About this exercise>
Set down exactly each line of the entries below, beginning at the one that contains "pinky tip: (388, 160)" and ending at the last, and no others.

Material for the task>
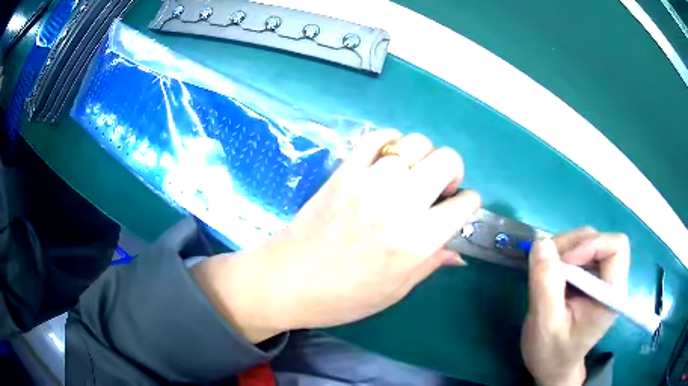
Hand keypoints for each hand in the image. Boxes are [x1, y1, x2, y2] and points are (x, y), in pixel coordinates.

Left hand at [192, 130, 480, 341]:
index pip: (464, 204)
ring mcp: (368, 181)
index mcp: (416, 240)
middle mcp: (398, 203)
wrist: (287, 281)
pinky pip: (377, 137)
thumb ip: (431, 264)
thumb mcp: (395, 290)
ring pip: (415, 142)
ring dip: (423, 157)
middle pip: (447, 160)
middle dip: (453, 172)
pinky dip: (391, 142)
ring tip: (412, 175)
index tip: (458, 210)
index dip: (468, 205)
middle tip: (439, 189)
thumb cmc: (343, 296)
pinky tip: (388, 160)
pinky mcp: (344, 171)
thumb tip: (459, 253)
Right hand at [521, 228, 629, 385]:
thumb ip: (545, 284)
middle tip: (546, 263)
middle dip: (572, 245)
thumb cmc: (552, 353)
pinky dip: (561, 254)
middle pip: (600, 240)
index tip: (564, 263)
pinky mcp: (589, 277)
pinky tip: (549, 272)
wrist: (552, 366)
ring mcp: (600, 277)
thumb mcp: (545, 324)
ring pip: (587, 241)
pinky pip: (578, 251)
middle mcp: (611, 280)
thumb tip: (540, 241)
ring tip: (545, 269)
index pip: (616, 248)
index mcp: (611, 295)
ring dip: (564, 248)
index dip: (591, 245)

Exercise solution>
pinky tip: (388, 160)
pinky mcp: (344, 171)
thumb tip: (459, 253)
Right hand at [521, 228, 629, 385]:
thumb ip: (545, 284)
middle tip: (546, 263)
middle dip: (572, 245)
thumb cmc: (552, 353)
pinky dip: (561, 254)
middle pip: (600, 240)
index tip: (564, 263)
pinky mcp: (589, 277)
pinky tip: (549, 272)
wrist: (552, 366)
ring mcp: (600, 277)
thumb mcp: (545, 324)
ring pip: (587, 241)
pinky pip: (578, 251)
middle mcp: (611, 280)
thumb tip: (540, 241)
ring tip: (545, 269)
index pip: (616, 248)
index mcp: (611, 295)
ring dip: (564, 248)
index dip: (591, 245)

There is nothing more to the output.